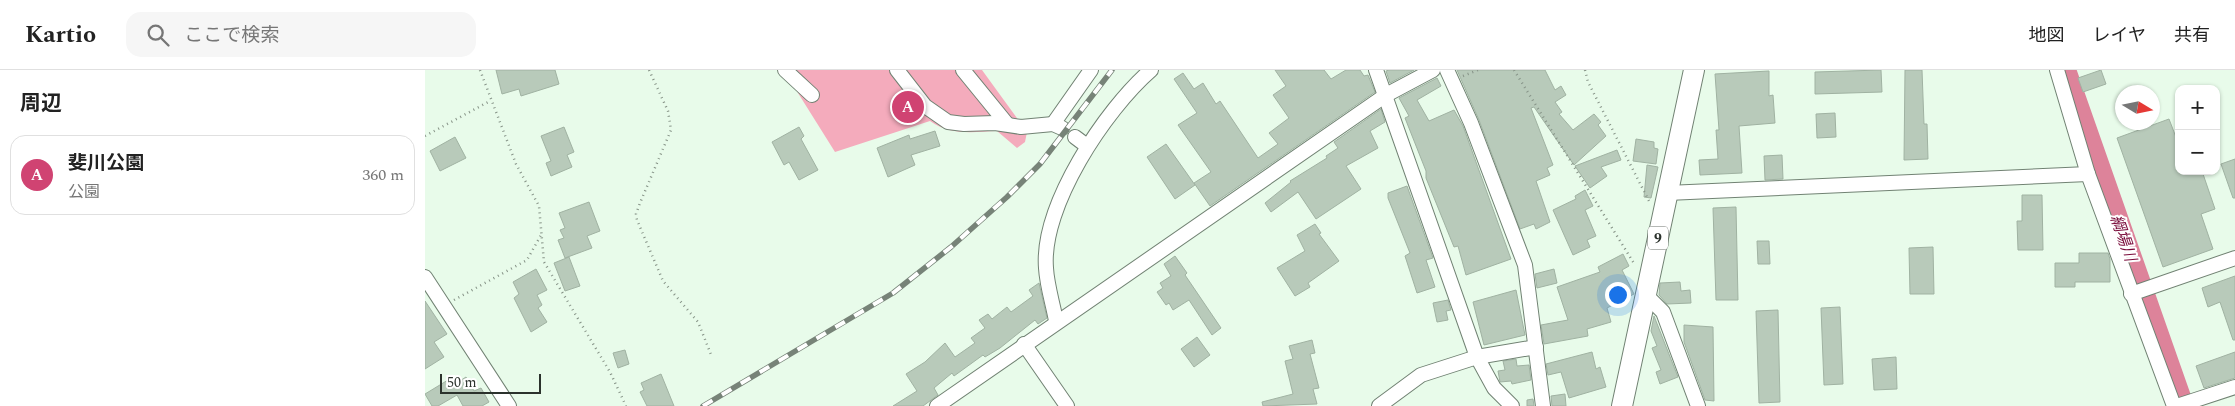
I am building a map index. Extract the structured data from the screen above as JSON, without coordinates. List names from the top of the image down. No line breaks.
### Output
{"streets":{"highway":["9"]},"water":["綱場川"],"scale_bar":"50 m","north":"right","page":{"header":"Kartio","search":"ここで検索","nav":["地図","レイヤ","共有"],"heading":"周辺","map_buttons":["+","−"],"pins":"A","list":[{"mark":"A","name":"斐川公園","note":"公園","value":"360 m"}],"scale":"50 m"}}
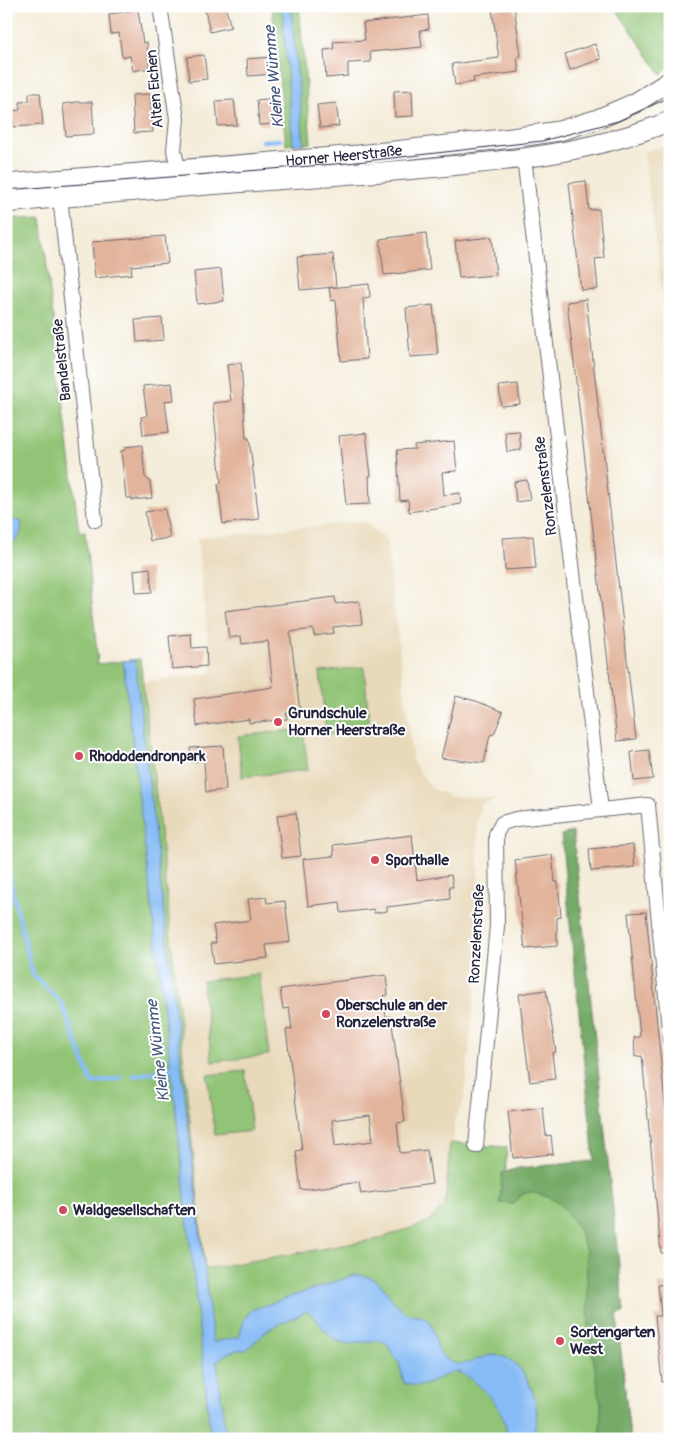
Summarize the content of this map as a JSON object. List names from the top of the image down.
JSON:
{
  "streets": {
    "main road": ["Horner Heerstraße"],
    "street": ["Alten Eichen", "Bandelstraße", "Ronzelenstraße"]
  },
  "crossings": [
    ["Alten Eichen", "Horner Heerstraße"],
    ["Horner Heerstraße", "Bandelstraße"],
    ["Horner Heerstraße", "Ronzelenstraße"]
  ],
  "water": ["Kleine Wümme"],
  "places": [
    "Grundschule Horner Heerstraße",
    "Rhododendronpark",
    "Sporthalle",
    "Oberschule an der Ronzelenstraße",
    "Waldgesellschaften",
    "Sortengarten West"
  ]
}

--

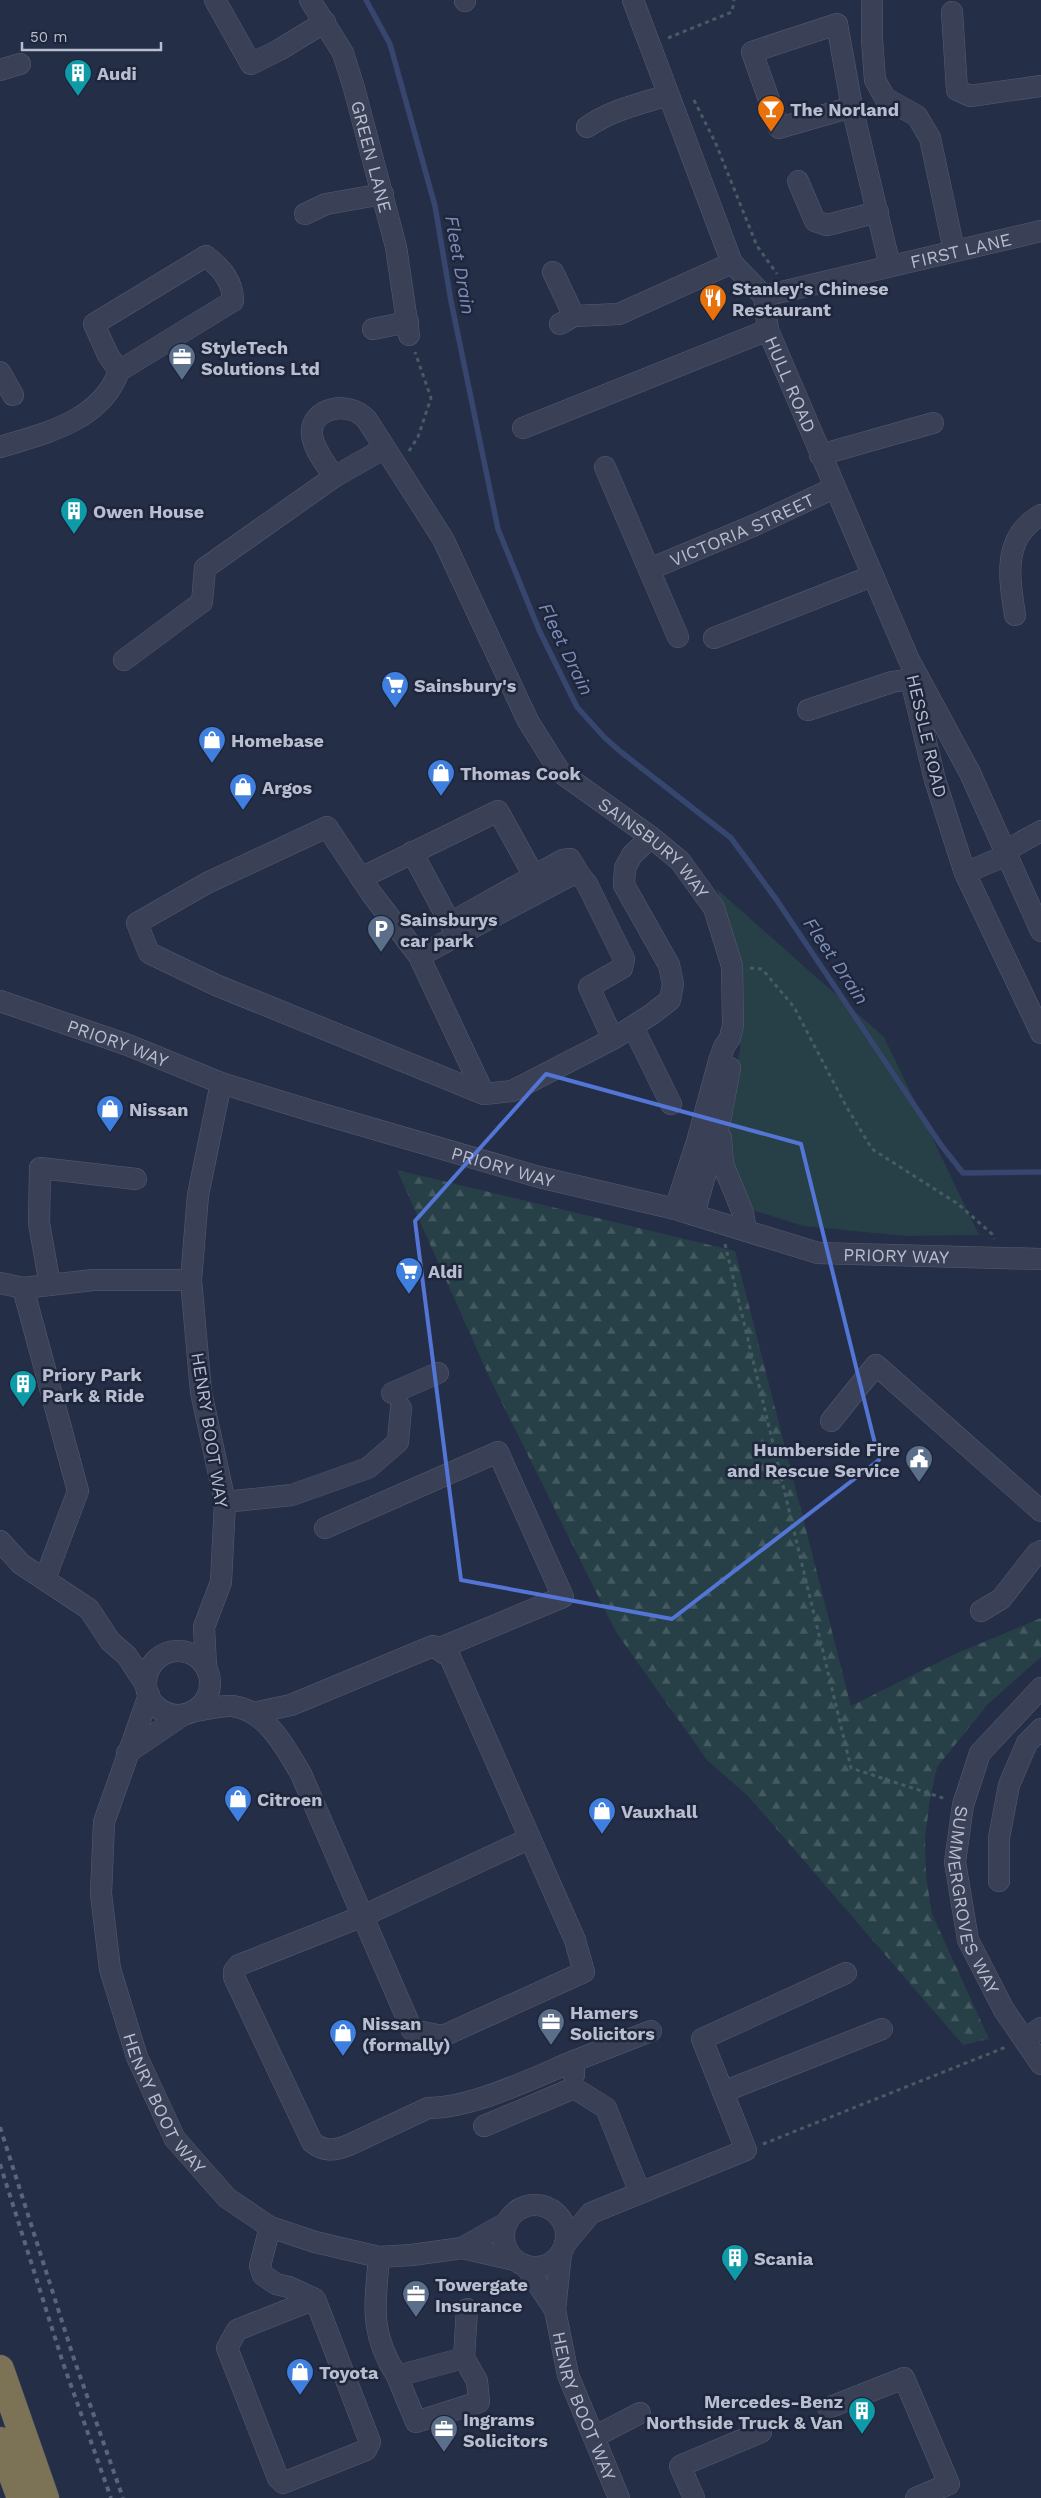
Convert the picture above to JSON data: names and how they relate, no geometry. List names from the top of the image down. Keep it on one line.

[ASSIGNMENT]: Gather from the entries above all lines that include the string "data".

[OUTPUT FOR THIS TASK]:
I am building a map index. Extract the structured data from the screen above as JSON, without coordinates. List names from the top of the image down. No line breaks.
Convert the picture above to JSON data: names and how they relate, no geometry. List names from the top of the image down. Keep it on one line.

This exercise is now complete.